Village in Illinois, United States

Olympia Fields is a village in Cook County, Illinois, United States. The population was 4,718 as of the 2020 census. It is a southern suburb of Chicago. The municipality grew up around the prestigious Olympia Fields Country Club, originally established in 1915.

Olympia Fields is noteworthy as one of the wealthiest and best educated, majority African-American communities in the United States. The village's zip code (60461) is one of three majority African American communities which rank among the top five percent in the U.S. for median household income and share of adults with college degrees, and Olympia Fields also has the highest black homeownership rate in the country among majority-black municipalities.

==History==

The area that comprises the village today was once farmland managed by immigrant families during the 1830s. The Illinois Central Railroad began serving the area in the 1850s, which fostered population and economic growth during that era.

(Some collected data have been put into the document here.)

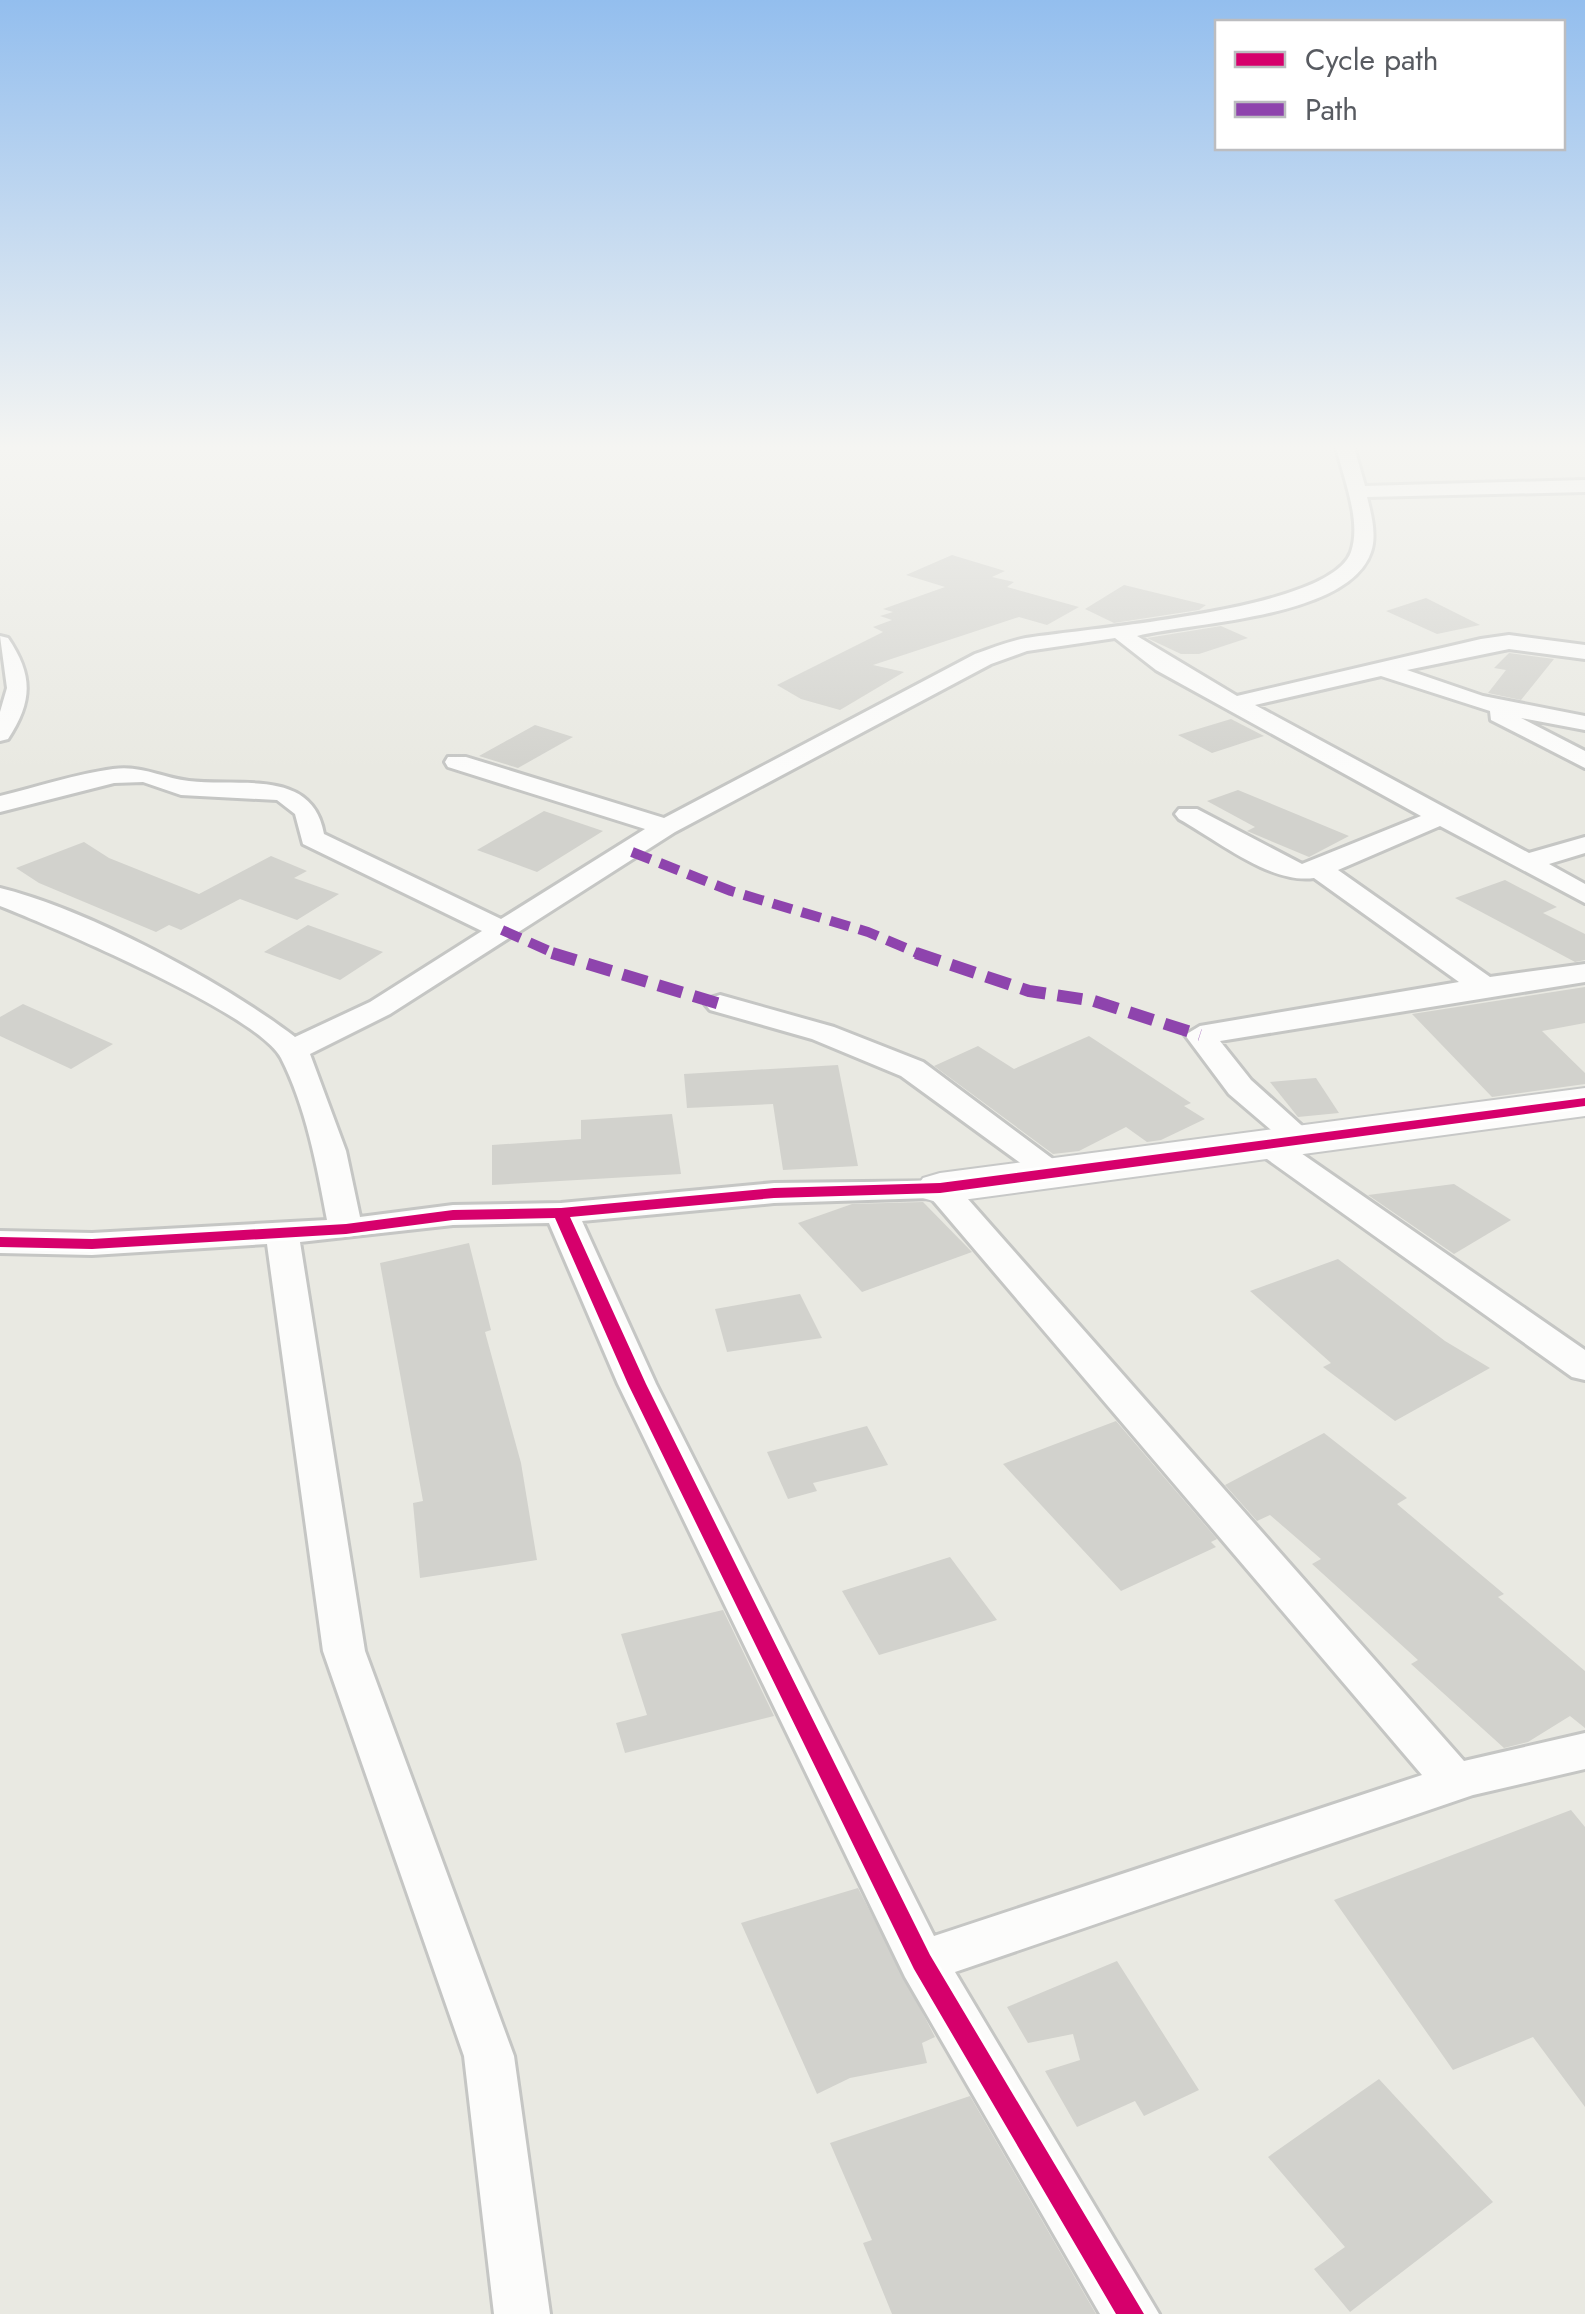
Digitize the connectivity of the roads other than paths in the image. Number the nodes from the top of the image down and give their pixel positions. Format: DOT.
graph roads {
  1 [pos="1359,555"];
  2 [pos="1128,630"];
  3 [pos="0,643"];
  4 [pos="1585,652"];
  5 [pos="1382,669"];
  6 [pos="1478,702"];
  7 [pos="1236,703"];
  8 [pos="1585,723"];
  9 [pos="0,734"];
  10 [pos="1585,761"];
  11 [pos="457,762"];
  12 [pos="0,804"];
  13 [pos="1188,814"];
  14 [pos="1440,817"];
  15 [pos="666,828"];
  16 [pos="1585,845"];
  17 [pos="1528,862"];
  18 [pos="1319,868"];
  19 [pos="1585,895"];
  20 [pos="0,896"];
  21 [pos="502,930"];
  22 [pos="1585,974"];
  23 [pos="1484,986"];
  24 [pos="720,1004"];
  25 [pos="293,1050"];
  26 [pos="1579,1106"];
  27 [pos="1288,1145"];
  28 [pos="1053,1171"];
  29 [pos="940,1188"];
  30 [pos="561,1213"];
  31 [pos="346,1229"];
  32 [pos="282,1233"];
  33 [pos="0,1242"];
  34 [pos="1585,1368"];
  35 [pos="1585,1751"];
  36 [pos="1456,1782"];
  37 [pos="922,1962"];
  38 [pos="522,2314"];
  39 [pos="1132,2314"];
  1 -- 2 [label="street"];
  2 -- 7 [label="street"];
  2 -- 15 [label="street"];
  3 -- 9 [label="street"];
  4 -- 5 [label="street"];
  5 -- 6 [label="street"];
  5 -- 7 [label="street"];
  6 -- 8 [label="street"];
  6 -- 10 [label="street"];
  7 -- 14 [label="street"];
  11 -- 15 [label="street"];
  12 -- 21 [label="street"];
  13 -- 18 [label="street"];
  14 -- 17 [label="street"];
  14 -- 18 [label="street"];
  15 -- 21 [label="street"];
  16 -- 17 [label="street"];
  17 -- 19 [label="street"];
  18 -- 23 [label="street"];
  20 -- 25 [label="street"];
  21 -- 25 [label="street"];
  22 -- 23 [label="street"];
  23 -- 27 [label="street"];
  24 -- 28 [label="street"];
  25 -- 31 [label="street"];
  26 -- 27 [label="street"];
  27 -- 28 [label="street"];
  27 -- 34 [label="street"];
  28 -- 29 [label="street"];
  29 -- 30 [label="street"];
  29 -- 36 [label="street"];
  30 -- 31 [label="street"];
  30 -- 37 [label="street"];
  31 -- 32 [label="street"];
  32 -- 33 [label="street"];
  32 -- 38 [label="street"];
  35 -- 36 [label="street"];
  36 -- 37 [label="street"];
  37 -- 39 [label="street"];
}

In 1893, the Columbian Exposition opened in Chicago, and southern Cook County became an increasingly popular retreat for busy Chicagoans. By 1913, the area's lush woodlands and rolling terrain convinced a group of investors led by Charles Beach to establish a golf course catering to Chicago's wealthy elite. Beach and his friend James Gardner developed a magnificent 72-hole golf course and country club, chartered in 1915 as Olympia Fields Country Club. Amos Alonzo Stagg, the famed football coach of the University of Chicago, became the club's first president. The name "Olympia" was proposed by Stagg. The word "Fields" was added because it aptly described the young community's pastoral terrain.

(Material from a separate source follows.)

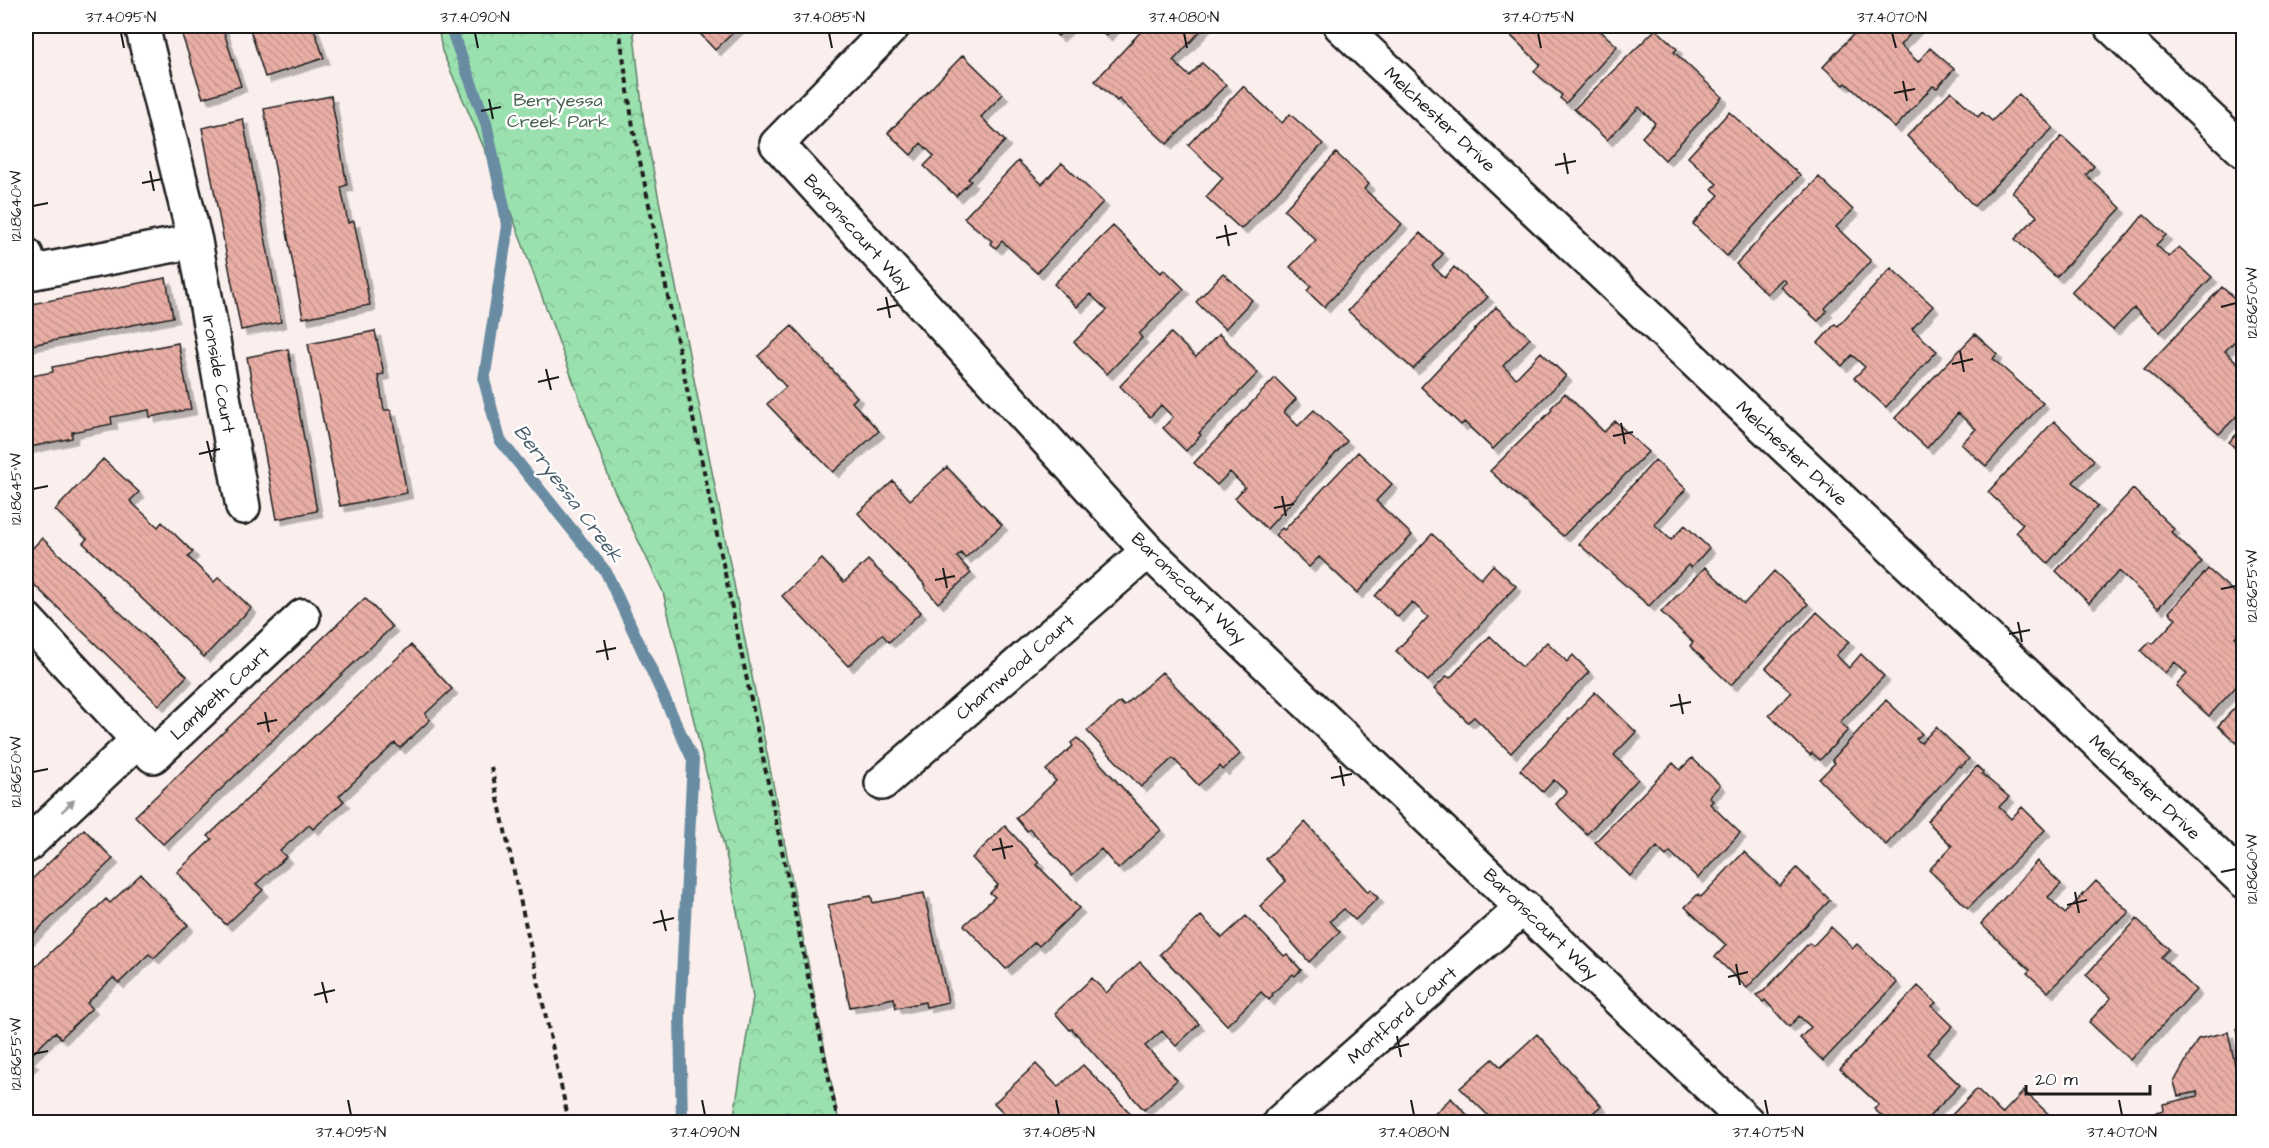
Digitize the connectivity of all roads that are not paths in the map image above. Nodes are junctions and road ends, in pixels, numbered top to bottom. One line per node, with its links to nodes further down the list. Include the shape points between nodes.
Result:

In the early 20th century, golf and the resort atmosphere in the area south of Chicago became so popular that some families lived in canvas-covered "cottages" during the summer months, while others built more permanent homes on the western side of the railroad tracks beginning as early as 1919. The clubhouse, built in 1924, is on the National Register of Historic Places. The golf course is considered one of the finest in the nation. It was home to the 1928 and 2003 U.S. Open, the 1925 and 1961 PGA Championship, the 1997 U.S. Senior Open, the 1927, 1933 and 1968 Western Open, the 2015 U.S. Amateur Championship, the 2017 Women's PGA Championship and the 2020 BMW Championship.

The country club's founder, Charles Beach, organized the effort to incorporate the residential areas around the Country Club as a municipality, and in 1927, the Village of Olympia Fields was created with Beach as its first president. His home, built to reflect the design and character of the Country Club, still stands at the southwest corner of Kedzie Avenue and 203rd Street. Today, the grounds of the Country Club remain unincorporated, outside the jurisdiction of the Olympia Fields village government.

Olympia Fields has received the Tree City USA award for many years of having demonstrated a commitment to caring for and managing the village's public trees.

==Geography==
Olympia Fields is located at (41.518290, -87.692744).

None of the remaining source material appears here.